Breathe Easy: Millvale Air Quality Planning
The Millvale Air Quality Plan was initiated because the Pittsburgh region ranks in the worst 4% of US cities for air quality, emphasizing a major health risk. As part of their Ecodistrict Pivot 2.0 Plan, Millvale Borough set the goal to become a “clean air community where people can breathe easy indoors and out”. This Plan demonstrates how a citizen science research project can utilize expertise in the region to empower residents and produce impactful placemaking strategies.
Poor air quality is not always seen as a resilience issue because it is an invisible ongoing problem. Breathe Easy projects make this invisible public health issue visible through placemaking and programs that educate the community and empower them to promote change at the regional scale. Four Breathe Easy placemaking projects projects make-up nodes along a central “air quality corridor” that runs through the center of town. Capping each end of the corridor are two “beacons” that offer real-time visualization of air quality in Millvale and act as landmarks for two of Millvale’s major assets: its riverfront and its wooded hillside.
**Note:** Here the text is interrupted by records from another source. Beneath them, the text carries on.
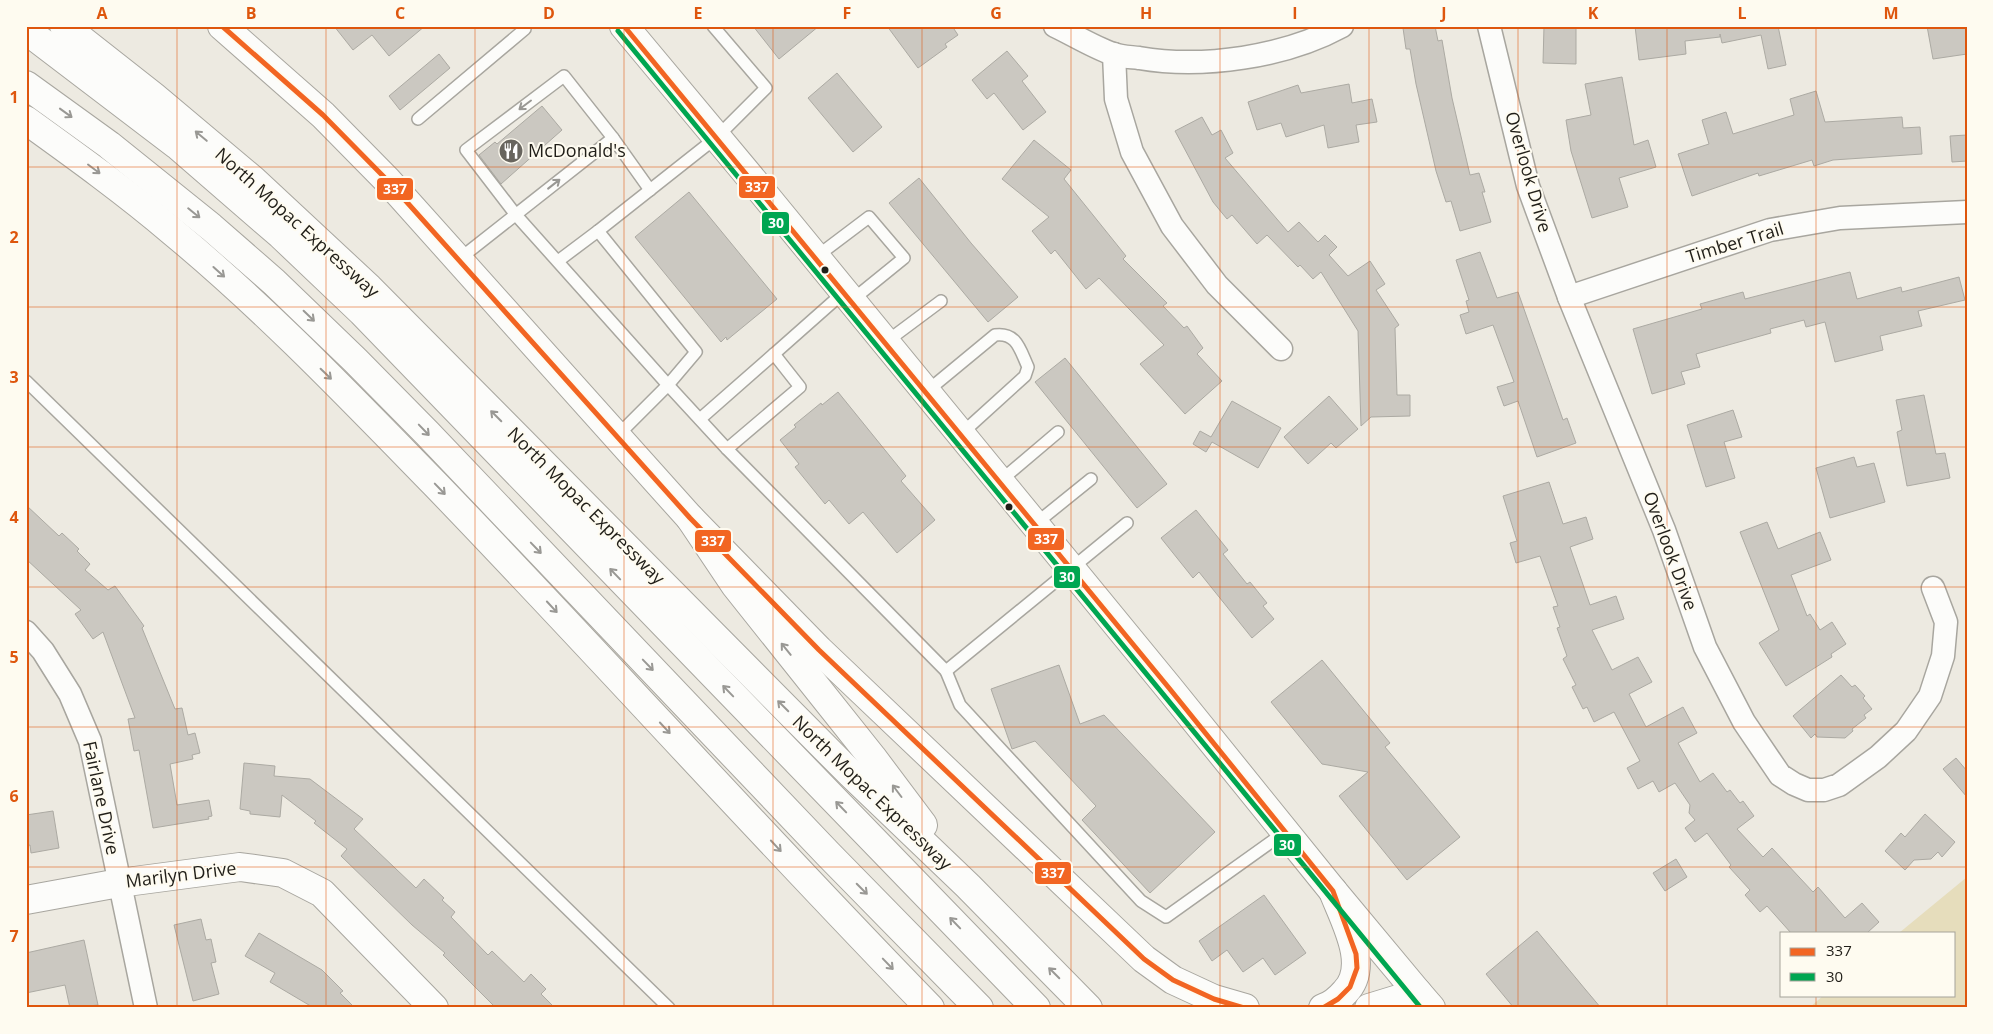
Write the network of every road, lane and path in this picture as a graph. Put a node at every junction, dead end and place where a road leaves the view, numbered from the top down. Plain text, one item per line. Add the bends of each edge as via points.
1 (64, 26) edge
2 (222, 26) edge
3 (525, 26) edge
4 (624, 26) edge
5 (713, 26) edge
6 (1055, 26) edge
7 (1342, 26) edge
8 (1489, 26) edge
9 (26, 30) edge
10 (1114, 54) junction
11 (26, 85) edge
12 (418, 119) dead end
13 (26, 120) edge
14 (717, 137) junction
15 (613, 138) junction
16 (650, 190) junction
17 (1967, 212) edge
18 (516, 214) junction
19 (598, 231) junction
20 (816, 257) junction
21 (458, 260) junction
22 (558, 261) junction
23 (848, 297) junction
24 (1569, 297) junction
25 (941, 301) dead end
26 (886, 343) junction
27 (1281, 349) dead end
28 (774, 354) junction
29 (26, 381) edge
30 (668, 384) junction
31 (926, 392) junction
32 (700, 419) junction
33 (1058, 432) dead end
34 (960, 435) junction
35 (616, 437) junction
36 (728, 449) junction
37 (1091, 479) dead end
38 (999, 482) junction
39 (690, 518) junction
40 (1127, 523) dead end
41 (1034, 525) junction
42 (1071, 570) junction
43 (1933, 588) dead end
44 (26, 632) edge
45 (946, 671) junction
46 (1285, 832) junction
47 (119, 883) junction
48 (968, 886) junction
49 (1333, 891) junction
50 (26, 900) edge
51 (925, 952) junction
52 (989, 958) junction
53 (1424, 1000) edge
54 (146, 1008) edge
55 (434, 1008) edge
56 (669, 1008) edge
57 (930, 1008) edge
58 (968, 1008) edge
59 (978, 1008) edge
60 (1036, 1008) edge
61 (1044, 1008) edge
62 (1088, 1008) edge
63 (1245, 1008) edge
64 (1323, 1008) edge
65 (1369, 1008) edge

48 -> 1 main road, North Mopac Expressway via 851,774 369,288 253,180
2 - 21 main road via 323,115 387,180
3 - 12 lane via 526,29
4 - 14 main road
5 - 14 lane via 766,88
6 - 10 street
7 - 10 street via 1320,38 1268,53 1216,60 1160,62
8 - 24 street, Overlook Drive via 1528,186
52 -> 9 main road via 362,312 177,145
10 - 27 street via 1116,99 1132,152 1172,226 1217,285
11 -> 51 main road via 109,145 211,227 355,360
13 -> 57 main road via 174,232 253,303 366,413
14 - 16 lane
14 - 20 main road
15 - 16 lane
18 -> 15 lane
15 -> 18 lane via 564,76 466,150
16 - 19 lane
17 - 24 street, Timber Trail via 1840,218 1770,230
18 - 21 lane
18 - 22 lane
19 - 22 lane
19 - 30 lane via 696,352
20 - 23 main road
20 - 23 lane via 869,217 904,258
21 - 35 main road
22 - 30 lane
23 - 26 main road
23 - 28 lane
24 - 43 street, Overlook Drive via 1664,530 1704,647 1744,722 1780,775 1808,790 1824,790 1839,784 1878,757 1906,730 1930,696 1943,656 1946,622
25 - 26 lane
26 - 31 main road
28 - 32 lane
28 - 36 lane via 800,388
29 - 56 lane
30 - 32 lane
30 - 35 lane
31 - 34 main road
31 - 34 lane via 995,335 1005,334 1015,339 1028,367 1025,376
32 - 36 lane
33 - 38 lane
34 - 38 main road
35 - 39 main road
36 - 45 lane
37 - 41 lane
38 - 41 main road
48 -> 39 main road via 872,757 735,585
39 - 63 main road via 872,702 1144,959 1173,980
40 - 42 lane
41 - 42 main road
42 - 45 lane
42 - 46 main road
44 - 47 street, Fairlane Drive via 43,651 70,694 90,741
45 - 46 lane via 960,705 1141,901 1166,918
46 - 49 main road
47 - 50 main road, Marilyn Drive
47 - 54 street, Fairlane Drive
47 - 55 main road, Marilyn Drive via 240,867 283,873 322,893
62 -> 48 main road, North Mopac Expressway
49 - 53 main road
49 - 64 main road via 1356,954 1357,968 1350,987
51 - 58 main road
51 - 59 main road
52 - 60 main road
52 - 61 main road
53 - 65 main road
Along the spine are projects like the indoor Clean Air Hub and the outdoor Air Quality Showcase Park. The corridor itself prioritizes pedestrian and bicycle traffic, and together with the placemaking projects offers a lasting investment in Millvale’s commitment to clean air for all.
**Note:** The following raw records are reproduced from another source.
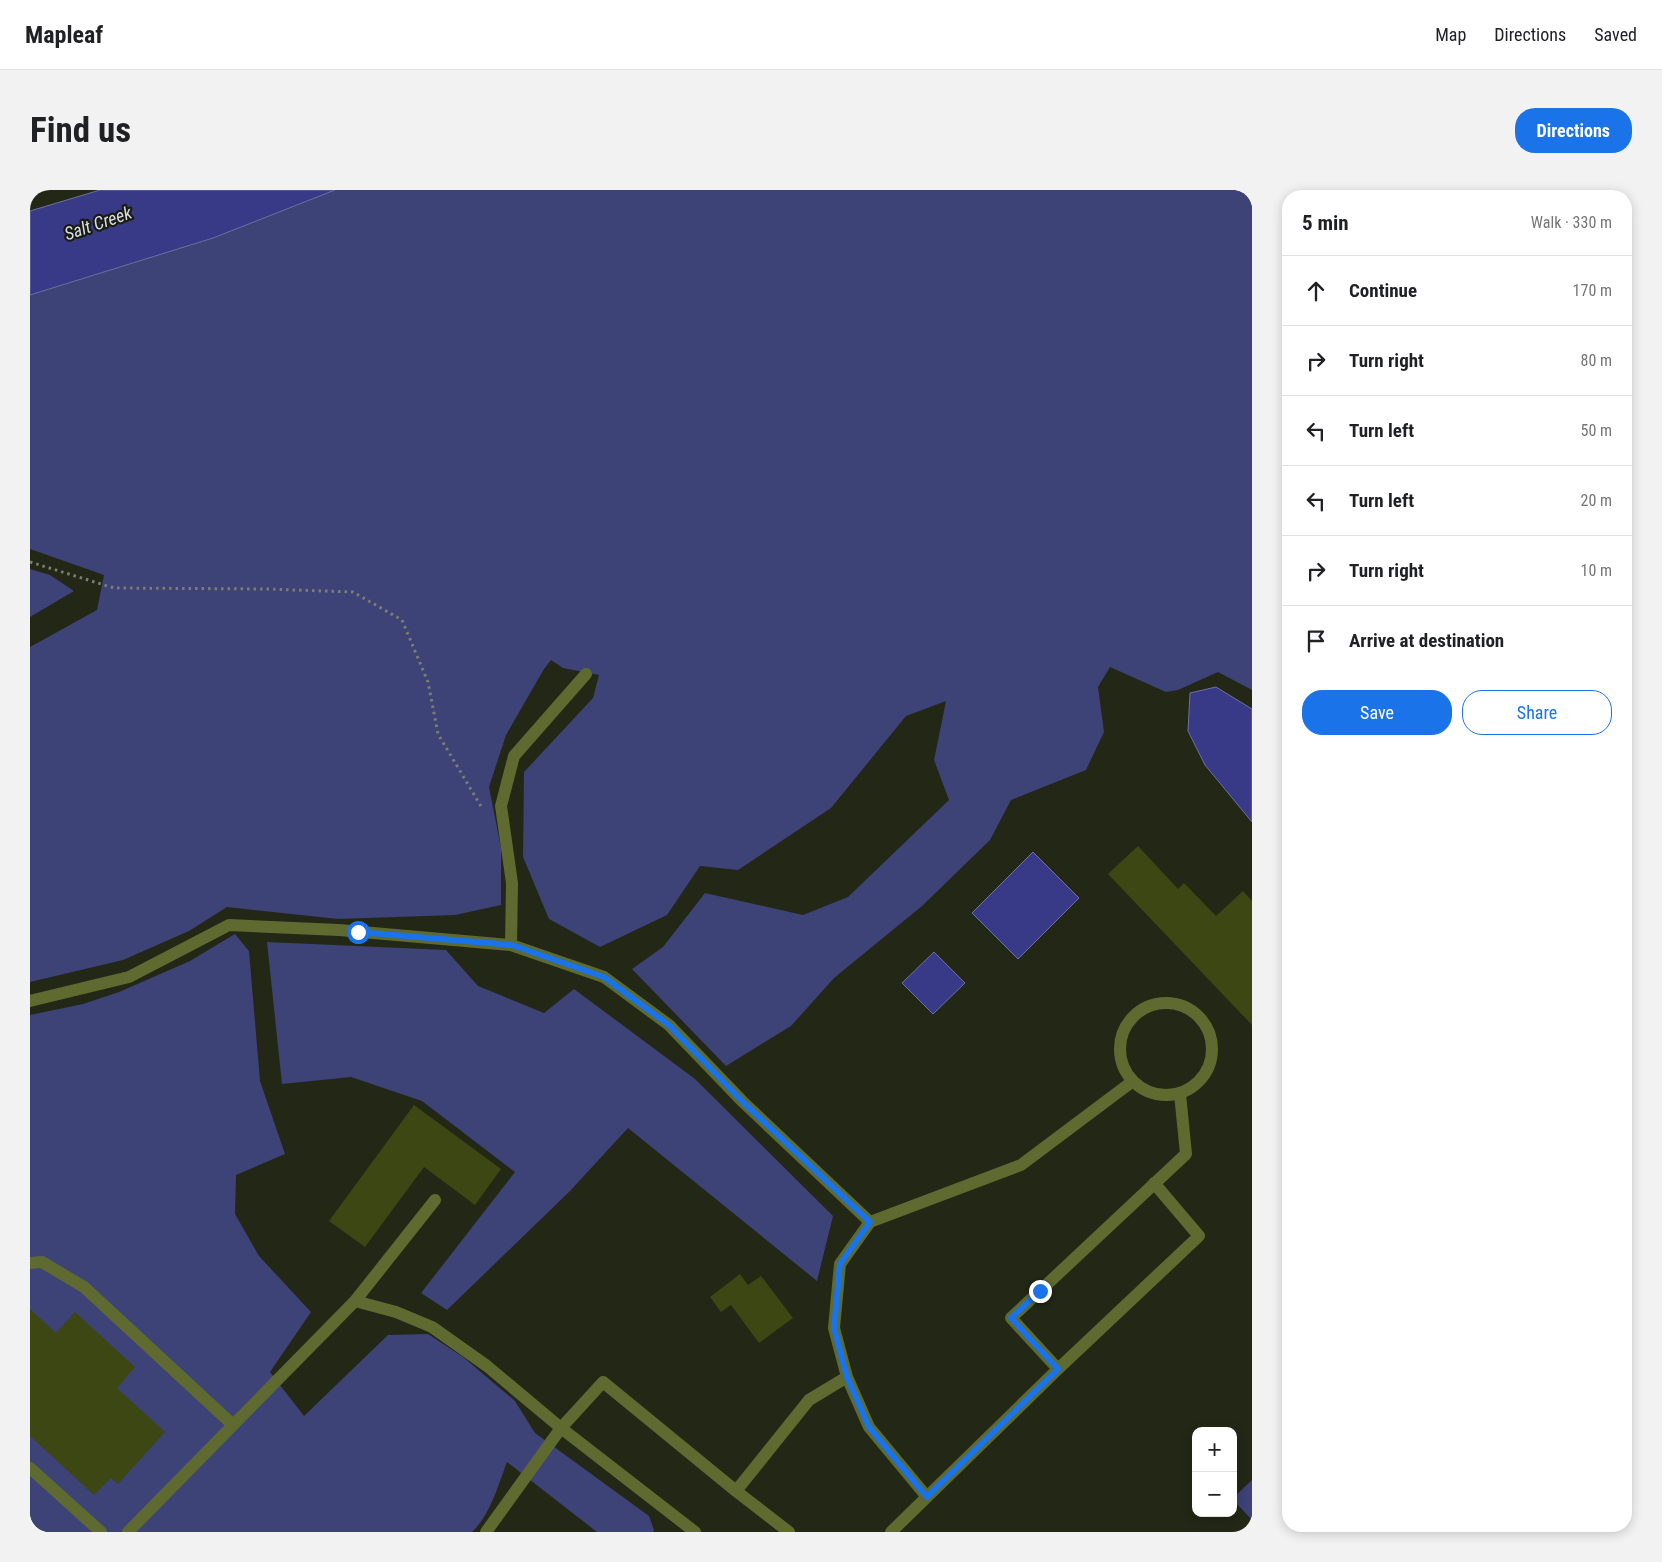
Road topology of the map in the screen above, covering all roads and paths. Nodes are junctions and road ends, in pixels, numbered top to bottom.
1 (30, 562) edge
2 (586, 674) dead end
3 (483, 811) dead end
4 (512, 945) junction
5 (30, 1002) edge
6 (1133, 1081) junction
7 (1180, 1094) junction
8 (1154, 1183) junction
9 (434, 1200) dead end
10 (870, 1222) junction
11 (30, 1263) edge
12 (355, 1301) junction
13 (1058, 1369) junction
14 (847, 1377) junction
15 (233, 1425) junction
16 (561, 1428) junction
17 (30, 1468) edge
18 (736, 1491) junction
19 (927, 1497) junction
20 (100, 1532) edge
21 (128, 1532) edge
22 (486, 1532) edge
23 (695, 1532) edge
24 (789, 1532) edge
25 (891, 1532) edge

1 - 3 path
2 - 4 lane
4 - 5 lane
4 - 10 lane
6 - 7 lane
6 - 7 lane
6 - 10 lane
7 - 8 lane
8 - 13 lane
8 - 13 lane
9 - 12 lane
10 - 14 lane
11 - 15 lane
12 - 15 lane
12 - 16 lane
13 - 19 lane
14 - 18 lane
14 - 19 lane
15 - 21 lane
16 - 18 lane
16 - 22 lane
16 - 23 lane
17 - 20 lane
18 - 24 lane
19 - 25 lane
Breathe Easy Air Quality Projects: Implementation
In the years following the completion of the Breathe Easy Plan, Millvale moved quickly to work with evolveEA on several implementation projects:
- The Clean Air Hub at the Millvale Community Library was activated by retrofitting the building with new HVAC filtration and testing the indoor air. The Hub lends out indoor air quality monitoring equipment and holds workshops about air quality.
- Outdoor air quality monitors were installed at several locations and the Millvale Air Quality Dashboard was launched online.
- Three #BreatheEasy Air Quality Monitoring Stations were designed, fabricated, and installed at locations in each of the three Triboro Ecodistrict communities of Millvale, Etna, and Sharpsburg. The custom design includes a comfortable seat at a booth with a glowing background that changes color to indicate the current air quality, doubling as an outdoor photo booth where people can snap and post selfies to raise awareness about air quality on social media.
- A Community Air Toolkit was created to help other communities learn about air quality and jump-start air quality planning processes in their own neighborhoods.